Start of Input for this task

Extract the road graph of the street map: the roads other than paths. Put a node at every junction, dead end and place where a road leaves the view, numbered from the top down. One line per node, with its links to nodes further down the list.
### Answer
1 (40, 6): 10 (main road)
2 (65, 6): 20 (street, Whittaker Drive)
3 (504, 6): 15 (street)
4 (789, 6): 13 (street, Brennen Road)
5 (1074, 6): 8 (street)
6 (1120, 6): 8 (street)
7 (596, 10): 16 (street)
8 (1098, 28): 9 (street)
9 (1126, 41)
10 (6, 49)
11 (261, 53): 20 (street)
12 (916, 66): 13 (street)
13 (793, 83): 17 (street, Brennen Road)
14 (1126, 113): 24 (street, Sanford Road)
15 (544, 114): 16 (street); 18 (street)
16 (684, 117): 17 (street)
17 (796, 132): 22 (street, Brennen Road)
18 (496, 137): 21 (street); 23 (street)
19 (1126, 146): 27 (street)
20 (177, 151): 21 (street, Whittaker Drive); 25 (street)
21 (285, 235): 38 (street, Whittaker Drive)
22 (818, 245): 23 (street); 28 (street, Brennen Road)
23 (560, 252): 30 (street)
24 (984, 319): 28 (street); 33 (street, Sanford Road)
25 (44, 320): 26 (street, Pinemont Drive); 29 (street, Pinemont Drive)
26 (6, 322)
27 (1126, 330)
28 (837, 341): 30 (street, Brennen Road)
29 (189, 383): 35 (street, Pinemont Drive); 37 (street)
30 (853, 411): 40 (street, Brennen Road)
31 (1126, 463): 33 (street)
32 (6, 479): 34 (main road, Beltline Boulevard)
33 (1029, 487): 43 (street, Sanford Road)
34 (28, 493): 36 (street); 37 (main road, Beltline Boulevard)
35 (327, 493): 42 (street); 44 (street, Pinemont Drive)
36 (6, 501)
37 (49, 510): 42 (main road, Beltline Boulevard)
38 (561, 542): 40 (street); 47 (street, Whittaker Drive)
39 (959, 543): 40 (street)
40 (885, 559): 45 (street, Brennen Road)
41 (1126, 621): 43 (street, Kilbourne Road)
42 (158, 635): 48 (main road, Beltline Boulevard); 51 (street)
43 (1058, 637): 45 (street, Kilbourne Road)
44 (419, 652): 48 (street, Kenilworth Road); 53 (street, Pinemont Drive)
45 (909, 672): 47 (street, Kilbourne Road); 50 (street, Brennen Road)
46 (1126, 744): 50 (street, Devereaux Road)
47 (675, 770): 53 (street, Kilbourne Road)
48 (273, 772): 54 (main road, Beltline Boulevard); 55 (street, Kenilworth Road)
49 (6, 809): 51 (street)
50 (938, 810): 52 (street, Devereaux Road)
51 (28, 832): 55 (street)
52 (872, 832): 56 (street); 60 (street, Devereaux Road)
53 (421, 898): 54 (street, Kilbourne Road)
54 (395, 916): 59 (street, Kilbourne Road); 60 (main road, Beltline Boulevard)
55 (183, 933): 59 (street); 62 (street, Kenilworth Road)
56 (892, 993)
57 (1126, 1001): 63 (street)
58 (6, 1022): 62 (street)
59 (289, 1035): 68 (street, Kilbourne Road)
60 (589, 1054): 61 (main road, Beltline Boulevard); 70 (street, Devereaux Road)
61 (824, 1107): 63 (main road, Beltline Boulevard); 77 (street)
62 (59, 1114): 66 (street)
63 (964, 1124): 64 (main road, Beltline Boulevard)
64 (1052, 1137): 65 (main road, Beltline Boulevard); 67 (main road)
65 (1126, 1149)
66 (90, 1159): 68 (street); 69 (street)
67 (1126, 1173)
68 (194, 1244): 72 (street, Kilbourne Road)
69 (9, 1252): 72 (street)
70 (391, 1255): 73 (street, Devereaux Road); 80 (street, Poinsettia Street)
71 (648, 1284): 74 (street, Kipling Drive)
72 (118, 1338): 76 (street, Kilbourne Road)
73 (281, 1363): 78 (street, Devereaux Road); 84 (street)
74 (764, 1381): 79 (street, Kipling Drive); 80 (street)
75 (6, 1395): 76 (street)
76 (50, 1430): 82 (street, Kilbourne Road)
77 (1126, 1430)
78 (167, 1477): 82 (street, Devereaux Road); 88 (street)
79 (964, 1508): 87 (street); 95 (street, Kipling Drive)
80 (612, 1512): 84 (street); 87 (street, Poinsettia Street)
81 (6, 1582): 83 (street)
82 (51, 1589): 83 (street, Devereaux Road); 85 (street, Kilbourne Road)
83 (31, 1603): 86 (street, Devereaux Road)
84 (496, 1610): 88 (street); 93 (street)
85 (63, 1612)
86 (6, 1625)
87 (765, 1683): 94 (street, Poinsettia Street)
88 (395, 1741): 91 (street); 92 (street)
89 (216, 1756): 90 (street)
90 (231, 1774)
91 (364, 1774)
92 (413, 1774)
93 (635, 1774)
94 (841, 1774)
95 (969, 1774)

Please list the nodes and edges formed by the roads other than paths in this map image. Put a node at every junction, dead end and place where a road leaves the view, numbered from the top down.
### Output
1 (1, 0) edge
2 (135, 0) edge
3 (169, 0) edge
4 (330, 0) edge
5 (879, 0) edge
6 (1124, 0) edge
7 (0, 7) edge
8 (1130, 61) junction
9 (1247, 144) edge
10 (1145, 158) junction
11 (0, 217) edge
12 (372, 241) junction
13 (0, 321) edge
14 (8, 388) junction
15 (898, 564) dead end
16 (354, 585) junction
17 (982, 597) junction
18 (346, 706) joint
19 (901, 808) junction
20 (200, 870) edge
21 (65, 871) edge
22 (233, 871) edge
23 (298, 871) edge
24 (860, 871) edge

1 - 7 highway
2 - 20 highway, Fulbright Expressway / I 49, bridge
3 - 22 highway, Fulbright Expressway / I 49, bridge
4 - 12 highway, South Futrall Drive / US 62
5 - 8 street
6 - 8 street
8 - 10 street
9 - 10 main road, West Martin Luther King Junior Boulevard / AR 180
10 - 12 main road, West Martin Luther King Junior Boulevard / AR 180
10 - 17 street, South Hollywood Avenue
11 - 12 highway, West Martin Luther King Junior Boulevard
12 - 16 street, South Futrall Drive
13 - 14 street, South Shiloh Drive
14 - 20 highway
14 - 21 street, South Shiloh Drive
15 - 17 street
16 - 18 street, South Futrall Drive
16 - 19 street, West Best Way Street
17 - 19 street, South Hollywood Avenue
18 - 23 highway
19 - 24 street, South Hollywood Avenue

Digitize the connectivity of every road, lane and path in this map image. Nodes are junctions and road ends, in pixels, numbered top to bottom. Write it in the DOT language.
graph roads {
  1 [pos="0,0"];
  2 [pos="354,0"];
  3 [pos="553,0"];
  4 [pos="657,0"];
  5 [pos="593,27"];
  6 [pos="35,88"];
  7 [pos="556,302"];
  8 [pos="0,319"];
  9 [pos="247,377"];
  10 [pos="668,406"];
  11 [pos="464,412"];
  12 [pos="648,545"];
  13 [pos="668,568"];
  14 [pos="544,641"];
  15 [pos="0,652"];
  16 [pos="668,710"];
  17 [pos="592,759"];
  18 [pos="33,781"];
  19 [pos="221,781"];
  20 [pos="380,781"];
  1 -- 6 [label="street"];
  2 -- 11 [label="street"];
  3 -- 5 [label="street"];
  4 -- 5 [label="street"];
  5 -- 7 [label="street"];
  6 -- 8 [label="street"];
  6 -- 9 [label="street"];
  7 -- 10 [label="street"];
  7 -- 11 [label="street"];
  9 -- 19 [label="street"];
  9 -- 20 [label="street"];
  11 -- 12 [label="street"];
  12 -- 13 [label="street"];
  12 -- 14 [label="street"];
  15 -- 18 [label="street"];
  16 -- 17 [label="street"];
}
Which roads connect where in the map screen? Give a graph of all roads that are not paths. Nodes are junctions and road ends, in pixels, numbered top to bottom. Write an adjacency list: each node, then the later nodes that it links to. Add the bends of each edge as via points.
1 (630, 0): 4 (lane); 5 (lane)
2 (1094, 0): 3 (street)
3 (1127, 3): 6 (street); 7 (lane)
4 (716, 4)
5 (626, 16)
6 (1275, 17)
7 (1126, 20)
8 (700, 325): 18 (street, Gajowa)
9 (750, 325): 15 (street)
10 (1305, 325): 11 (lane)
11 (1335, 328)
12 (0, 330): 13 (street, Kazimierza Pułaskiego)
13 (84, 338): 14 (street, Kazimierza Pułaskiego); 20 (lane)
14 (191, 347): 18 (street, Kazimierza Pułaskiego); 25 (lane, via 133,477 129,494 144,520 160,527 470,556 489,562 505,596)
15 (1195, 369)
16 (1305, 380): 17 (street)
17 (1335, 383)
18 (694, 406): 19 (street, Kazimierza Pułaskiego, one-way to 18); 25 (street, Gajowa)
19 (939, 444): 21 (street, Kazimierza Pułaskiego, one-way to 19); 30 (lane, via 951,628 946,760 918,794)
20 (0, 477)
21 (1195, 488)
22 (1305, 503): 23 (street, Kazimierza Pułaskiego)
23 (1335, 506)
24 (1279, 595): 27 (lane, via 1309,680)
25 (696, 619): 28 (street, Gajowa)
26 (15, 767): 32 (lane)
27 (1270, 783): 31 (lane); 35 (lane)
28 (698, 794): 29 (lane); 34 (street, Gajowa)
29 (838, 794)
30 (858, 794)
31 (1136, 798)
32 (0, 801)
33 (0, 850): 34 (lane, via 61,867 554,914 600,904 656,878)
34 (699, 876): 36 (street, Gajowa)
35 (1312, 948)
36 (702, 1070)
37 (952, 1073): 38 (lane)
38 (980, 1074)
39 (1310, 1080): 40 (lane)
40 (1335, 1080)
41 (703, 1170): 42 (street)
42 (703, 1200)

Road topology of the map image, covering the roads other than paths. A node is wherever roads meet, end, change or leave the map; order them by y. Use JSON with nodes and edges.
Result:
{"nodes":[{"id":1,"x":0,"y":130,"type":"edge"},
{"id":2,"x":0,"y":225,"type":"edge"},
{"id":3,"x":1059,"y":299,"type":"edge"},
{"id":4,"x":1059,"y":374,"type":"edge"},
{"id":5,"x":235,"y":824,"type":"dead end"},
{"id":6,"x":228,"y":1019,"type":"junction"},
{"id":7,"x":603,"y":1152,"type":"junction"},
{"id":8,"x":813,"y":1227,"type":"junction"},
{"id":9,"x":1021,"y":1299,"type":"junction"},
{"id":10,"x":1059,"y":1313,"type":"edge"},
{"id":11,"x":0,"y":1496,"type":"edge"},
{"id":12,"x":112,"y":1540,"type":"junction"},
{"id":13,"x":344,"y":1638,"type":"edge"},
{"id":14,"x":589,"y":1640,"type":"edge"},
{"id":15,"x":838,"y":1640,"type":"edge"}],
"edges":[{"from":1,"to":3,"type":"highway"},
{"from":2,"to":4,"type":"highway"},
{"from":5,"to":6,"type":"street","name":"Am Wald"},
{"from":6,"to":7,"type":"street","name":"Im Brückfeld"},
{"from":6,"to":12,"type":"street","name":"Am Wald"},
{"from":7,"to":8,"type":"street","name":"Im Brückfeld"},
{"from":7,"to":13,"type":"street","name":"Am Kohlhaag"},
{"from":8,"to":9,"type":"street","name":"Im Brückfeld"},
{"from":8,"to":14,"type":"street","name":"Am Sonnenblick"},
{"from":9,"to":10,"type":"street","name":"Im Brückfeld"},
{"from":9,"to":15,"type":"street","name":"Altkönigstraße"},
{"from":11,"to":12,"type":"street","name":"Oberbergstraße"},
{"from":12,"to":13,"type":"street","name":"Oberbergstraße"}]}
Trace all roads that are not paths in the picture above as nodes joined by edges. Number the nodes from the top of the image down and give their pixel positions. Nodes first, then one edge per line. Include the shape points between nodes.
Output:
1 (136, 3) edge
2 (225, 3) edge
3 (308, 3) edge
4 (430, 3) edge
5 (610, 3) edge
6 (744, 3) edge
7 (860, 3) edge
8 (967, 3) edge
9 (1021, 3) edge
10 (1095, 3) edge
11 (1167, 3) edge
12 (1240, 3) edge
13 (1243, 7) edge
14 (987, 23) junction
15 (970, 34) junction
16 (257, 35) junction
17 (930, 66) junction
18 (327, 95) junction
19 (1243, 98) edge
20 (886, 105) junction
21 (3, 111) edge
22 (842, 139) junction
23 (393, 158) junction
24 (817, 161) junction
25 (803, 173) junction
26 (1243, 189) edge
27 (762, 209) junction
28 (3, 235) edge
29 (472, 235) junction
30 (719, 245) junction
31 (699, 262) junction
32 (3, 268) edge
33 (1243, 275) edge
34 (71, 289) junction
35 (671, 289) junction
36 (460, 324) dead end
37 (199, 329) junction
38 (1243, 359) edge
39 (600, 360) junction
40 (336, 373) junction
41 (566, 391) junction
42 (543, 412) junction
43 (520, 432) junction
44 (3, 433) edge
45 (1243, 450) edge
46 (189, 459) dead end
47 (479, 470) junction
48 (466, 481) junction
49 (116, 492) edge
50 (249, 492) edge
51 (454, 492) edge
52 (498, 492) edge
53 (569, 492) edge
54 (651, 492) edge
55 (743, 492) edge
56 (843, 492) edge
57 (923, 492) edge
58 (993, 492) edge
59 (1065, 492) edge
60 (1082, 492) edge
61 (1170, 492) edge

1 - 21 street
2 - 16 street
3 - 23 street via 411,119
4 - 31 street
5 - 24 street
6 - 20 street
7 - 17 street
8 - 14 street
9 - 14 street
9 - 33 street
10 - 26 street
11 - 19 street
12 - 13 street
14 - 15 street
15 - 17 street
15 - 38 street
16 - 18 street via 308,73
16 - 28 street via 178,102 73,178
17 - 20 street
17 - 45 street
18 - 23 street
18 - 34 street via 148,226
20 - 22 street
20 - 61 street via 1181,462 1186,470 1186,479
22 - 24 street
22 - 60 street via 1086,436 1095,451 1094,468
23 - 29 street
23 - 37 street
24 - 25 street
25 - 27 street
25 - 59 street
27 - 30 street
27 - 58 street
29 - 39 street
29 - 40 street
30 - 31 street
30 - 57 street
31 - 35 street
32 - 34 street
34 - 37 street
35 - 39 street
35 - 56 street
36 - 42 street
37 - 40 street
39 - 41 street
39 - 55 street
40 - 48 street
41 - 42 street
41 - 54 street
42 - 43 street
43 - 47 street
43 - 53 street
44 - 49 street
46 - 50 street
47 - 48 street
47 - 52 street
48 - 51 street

End of Input for this task

What the exercise asks ▸ Wherever the string "Luther" occurs in the records, copy the line it is in.

Output for this task ▸
9 - 10 main road, West Martin Luther King Junior Boulevard / AR 180
10 - 12 main road, West Martin Luther King Junior Boulevard / AR 180
11 - 12 highway, West Martin Luther King Junior Boulevard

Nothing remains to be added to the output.